Data provided: Begin
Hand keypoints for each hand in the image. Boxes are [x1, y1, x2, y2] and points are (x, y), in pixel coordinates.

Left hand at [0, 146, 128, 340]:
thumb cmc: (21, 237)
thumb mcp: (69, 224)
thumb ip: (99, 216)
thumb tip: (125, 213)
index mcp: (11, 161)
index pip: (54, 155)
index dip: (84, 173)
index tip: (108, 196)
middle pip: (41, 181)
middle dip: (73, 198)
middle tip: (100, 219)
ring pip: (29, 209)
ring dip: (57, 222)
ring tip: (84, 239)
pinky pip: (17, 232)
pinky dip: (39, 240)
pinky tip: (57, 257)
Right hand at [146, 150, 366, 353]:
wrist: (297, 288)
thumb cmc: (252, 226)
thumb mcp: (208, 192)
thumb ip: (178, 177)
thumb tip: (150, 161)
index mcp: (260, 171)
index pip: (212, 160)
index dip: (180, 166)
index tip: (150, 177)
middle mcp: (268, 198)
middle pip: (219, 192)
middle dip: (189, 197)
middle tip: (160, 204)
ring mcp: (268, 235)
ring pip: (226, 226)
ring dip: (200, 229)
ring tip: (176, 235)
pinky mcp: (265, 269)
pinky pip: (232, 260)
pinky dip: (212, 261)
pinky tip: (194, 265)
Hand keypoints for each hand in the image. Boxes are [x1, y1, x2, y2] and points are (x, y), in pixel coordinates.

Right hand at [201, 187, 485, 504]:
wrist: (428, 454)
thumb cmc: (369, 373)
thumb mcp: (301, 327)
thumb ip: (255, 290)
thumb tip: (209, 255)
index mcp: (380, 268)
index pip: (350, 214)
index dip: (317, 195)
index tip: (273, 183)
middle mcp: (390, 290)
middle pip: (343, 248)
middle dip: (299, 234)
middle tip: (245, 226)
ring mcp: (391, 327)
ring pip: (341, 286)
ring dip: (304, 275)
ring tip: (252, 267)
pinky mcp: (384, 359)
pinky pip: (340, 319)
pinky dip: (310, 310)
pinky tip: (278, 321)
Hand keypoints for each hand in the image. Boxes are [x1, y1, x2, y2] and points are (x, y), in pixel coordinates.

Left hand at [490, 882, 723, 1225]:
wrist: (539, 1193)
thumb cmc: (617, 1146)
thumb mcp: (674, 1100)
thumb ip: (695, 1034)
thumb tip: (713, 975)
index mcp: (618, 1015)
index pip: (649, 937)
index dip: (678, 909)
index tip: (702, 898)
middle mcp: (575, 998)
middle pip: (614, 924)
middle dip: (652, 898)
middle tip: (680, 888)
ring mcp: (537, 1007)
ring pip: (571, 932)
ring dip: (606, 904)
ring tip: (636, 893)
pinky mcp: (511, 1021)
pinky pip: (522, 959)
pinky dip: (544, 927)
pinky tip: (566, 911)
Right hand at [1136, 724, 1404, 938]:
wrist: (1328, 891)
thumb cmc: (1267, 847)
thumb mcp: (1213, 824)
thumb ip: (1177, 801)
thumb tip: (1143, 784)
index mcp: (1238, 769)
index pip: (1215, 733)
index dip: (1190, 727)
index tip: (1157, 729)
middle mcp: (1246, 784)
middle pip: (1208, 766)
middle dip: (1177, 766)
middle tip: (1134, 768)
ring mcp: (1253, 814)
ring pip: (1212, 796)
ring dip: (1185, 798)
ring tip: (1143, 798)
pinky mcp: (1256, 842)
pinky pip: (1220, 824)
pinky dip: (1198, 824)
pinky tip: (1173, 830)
Data provided: End
Data provided: Begin
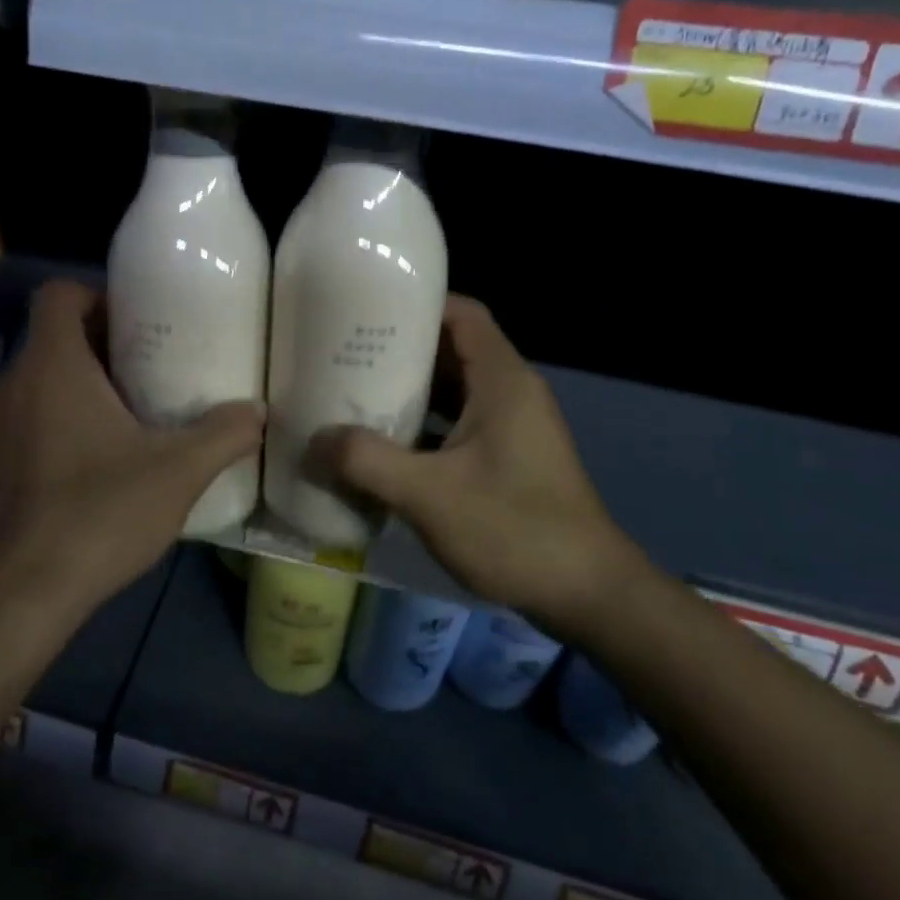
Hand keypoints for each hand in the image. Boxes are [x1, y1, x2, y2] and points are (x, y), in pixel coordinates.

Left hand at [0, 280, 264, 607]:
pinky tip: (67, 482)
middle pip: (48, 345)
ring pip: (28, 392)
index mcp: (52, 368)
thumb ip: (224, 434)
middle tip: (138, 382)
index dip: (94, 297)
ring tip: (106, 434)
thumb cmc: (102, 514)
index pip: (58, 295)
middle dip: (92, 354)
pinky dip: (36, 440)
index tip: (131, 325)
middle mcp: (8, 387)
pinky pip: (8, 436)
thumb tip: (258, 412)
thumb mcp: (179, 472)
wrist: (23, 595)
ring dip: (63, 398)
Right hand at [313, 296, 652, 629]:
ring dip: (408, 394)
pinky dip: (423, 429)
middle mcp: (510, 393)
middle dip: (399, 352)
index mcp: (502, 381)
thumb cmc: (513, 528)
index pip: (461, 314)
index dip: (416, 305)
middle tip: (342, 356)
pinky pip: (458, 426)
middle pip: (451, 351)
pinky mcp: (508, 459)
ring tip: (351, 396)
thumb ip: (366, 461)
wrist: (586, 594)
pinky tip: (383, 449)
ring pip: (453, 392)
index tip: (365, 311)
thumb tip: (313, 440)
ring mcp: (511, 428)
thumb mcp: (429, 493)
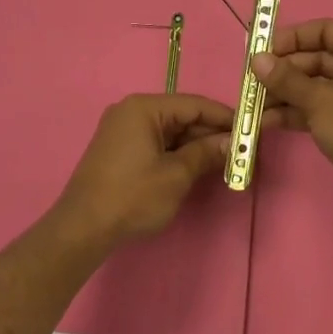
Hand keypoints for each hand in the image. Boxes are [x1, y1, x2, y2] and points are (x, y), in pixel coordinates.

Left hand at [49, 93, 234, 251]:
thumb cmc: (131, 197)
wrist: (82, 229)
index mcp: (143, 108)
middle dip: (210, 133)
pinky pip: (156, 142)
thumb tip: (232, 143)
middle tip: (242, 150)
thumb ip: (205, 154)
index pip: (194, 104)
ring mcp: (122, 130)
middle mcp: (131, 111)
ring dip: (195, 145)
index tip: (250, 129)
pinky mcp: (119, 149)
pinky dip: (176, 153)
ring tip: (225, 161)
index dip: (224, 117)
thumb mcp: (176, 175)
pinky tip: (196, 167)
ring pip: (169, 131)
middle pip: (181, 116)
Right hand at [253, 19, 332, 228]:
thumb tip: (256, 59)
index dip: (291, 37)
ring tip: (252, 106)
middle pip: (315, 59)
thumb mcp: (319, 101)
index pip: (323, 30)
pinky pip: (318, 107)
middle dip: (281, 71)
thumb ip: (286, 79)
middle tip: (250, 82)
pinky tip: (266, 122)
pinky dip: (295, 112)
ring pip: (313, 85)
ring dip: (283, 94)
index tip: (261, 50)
Data provided: End
Data provided: Begin
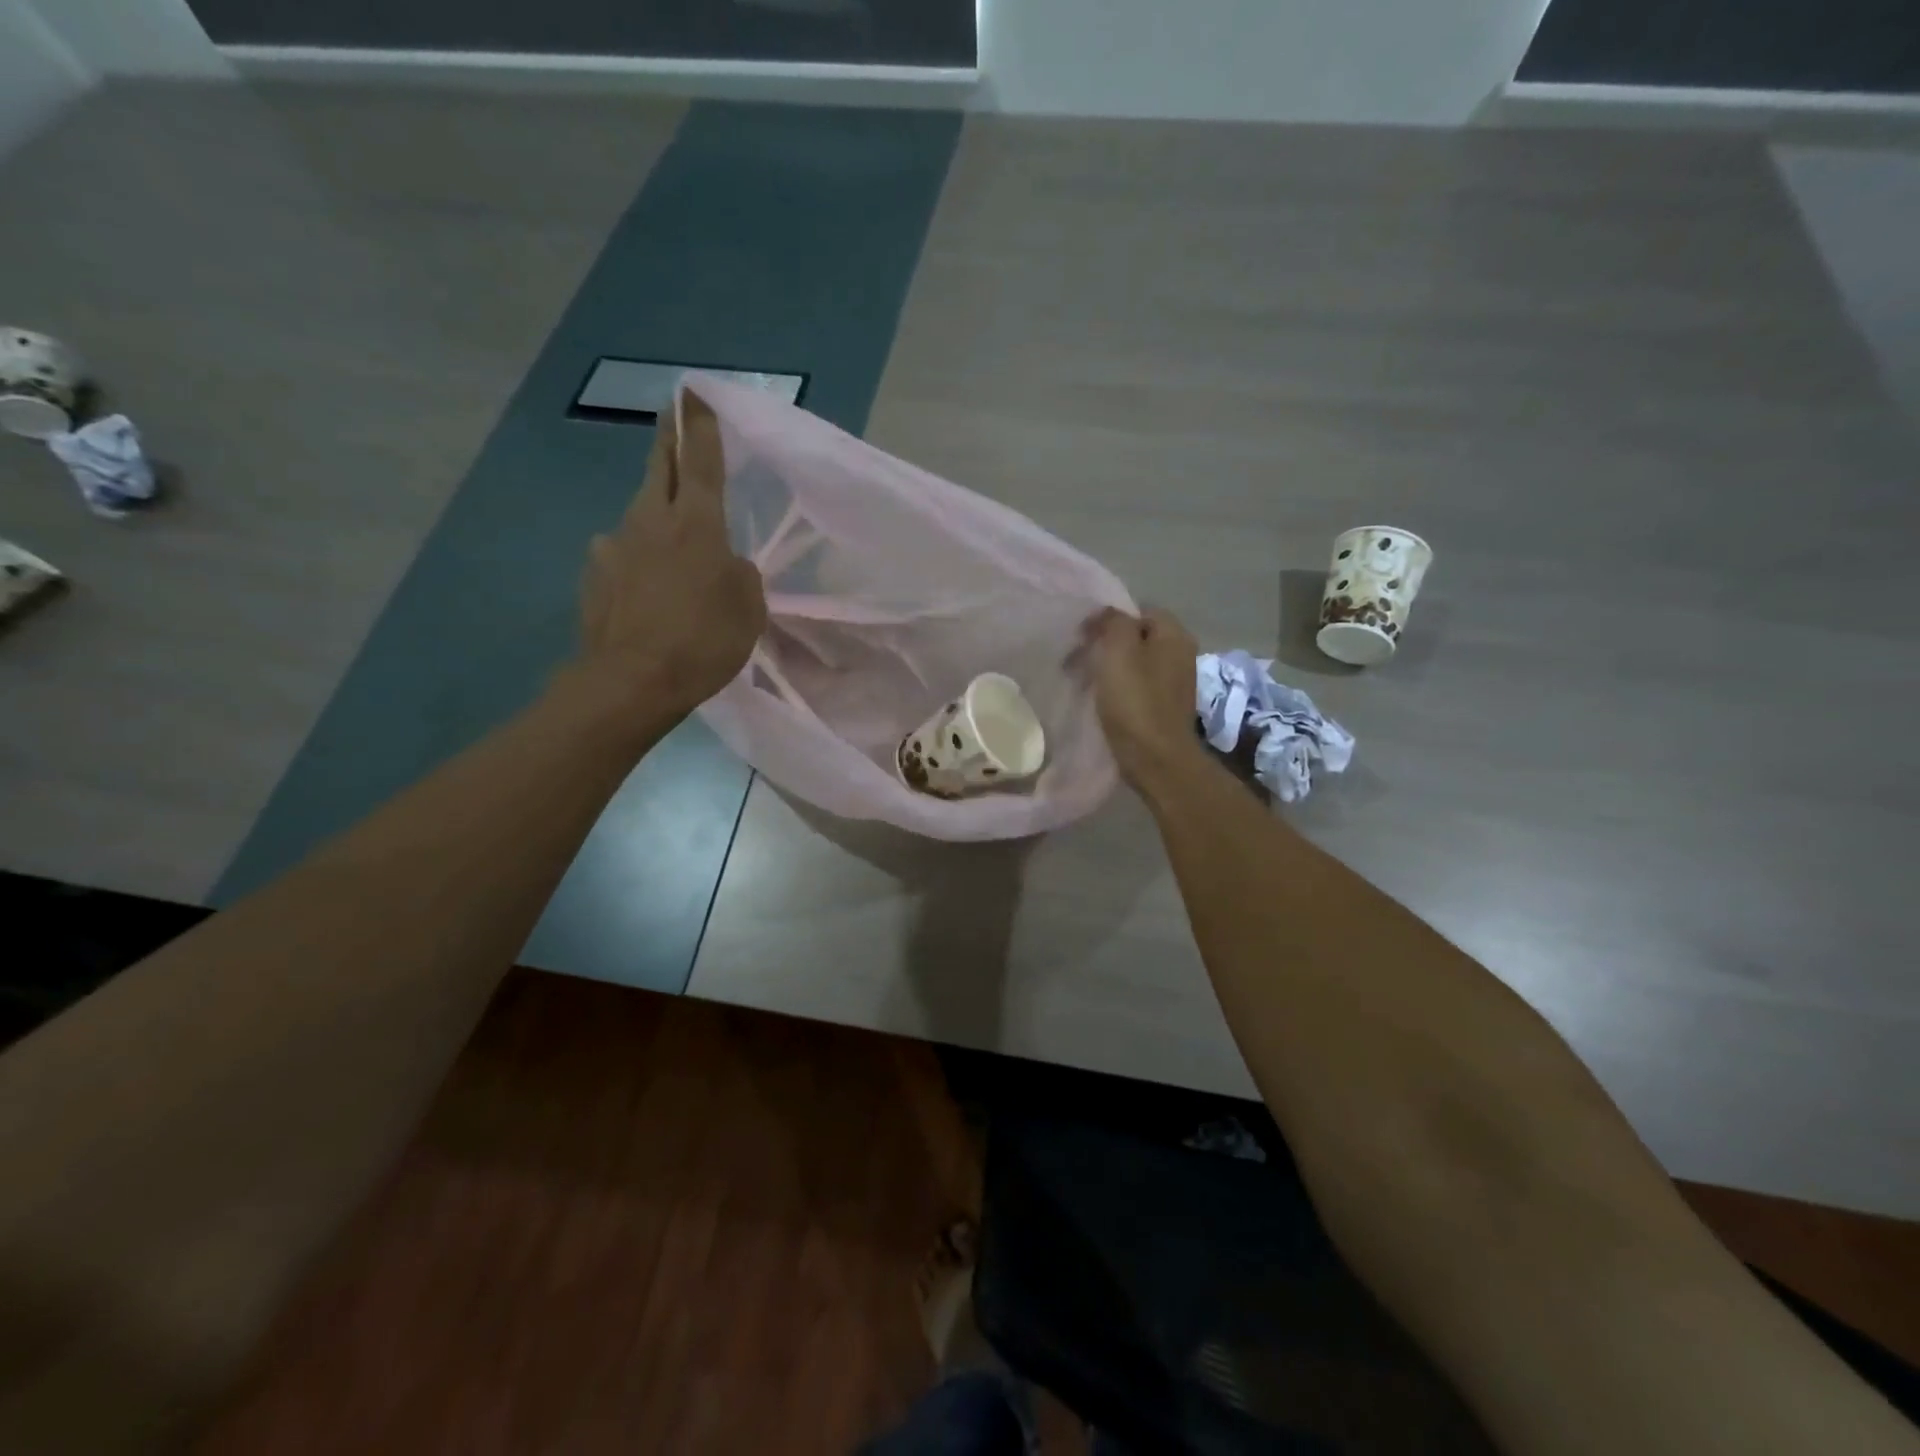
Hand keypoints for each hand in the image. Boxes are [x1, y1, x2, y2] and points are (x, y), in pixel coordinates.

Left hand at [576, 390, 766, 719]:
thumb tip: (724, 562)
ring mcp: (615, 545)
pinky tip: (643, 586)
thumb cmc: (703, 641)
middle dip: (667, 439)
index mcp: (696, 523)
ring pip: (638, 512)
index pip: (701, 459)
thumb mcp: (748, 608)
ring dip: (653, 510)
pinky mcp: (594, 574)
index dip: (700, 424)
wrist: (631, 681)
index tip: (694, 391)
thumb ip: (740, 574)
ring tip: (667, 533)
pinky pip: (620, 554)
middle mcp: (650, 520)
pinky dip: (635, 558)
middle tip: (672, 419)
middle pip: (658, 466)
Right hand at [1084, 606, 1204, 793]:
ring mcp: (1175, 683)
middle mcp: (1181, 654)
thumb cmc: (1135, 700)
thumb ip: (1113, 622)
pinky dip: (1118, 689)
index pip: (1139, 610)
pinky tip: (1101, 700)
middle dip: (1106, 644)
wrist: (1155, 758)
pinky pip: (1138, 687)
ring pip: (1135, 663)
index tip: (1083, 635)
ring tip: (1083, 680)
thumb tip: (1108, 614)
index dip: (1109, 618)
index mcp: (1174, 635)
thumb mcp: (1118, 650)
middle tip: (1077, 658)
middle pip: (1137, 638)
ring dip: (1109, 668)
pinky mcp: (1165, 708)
Data provided: End
The task: All that is needed is the exact run of lines above from the line containing "pinky dip: (176, 153)" through the line containing "pinky tip: (266, 122)", both of them included.

Answer for the task:
pinky dip: (176, 153)
ring tip: (225, 161)
index dip: (224, 117)
thumb mcp: (176, 175)
pinky tip: (196, 167)
ring pip: (169, 131)
middle pip: (181, 116)
Right hand at [253, 19, 332, 228]:
thumb tip: (256, 59)
index dip: (291, 37)
ring tip: (252, 106)
middle pip: (315, 59)
thumb mcp: (319, 101)
index pip: (323, 30)
pinky pip: (318, 107)
middle dip: (281, 71)
thumb ip: (286, 79)
middle tip: (250, 82)
pinky tip: (266, 122)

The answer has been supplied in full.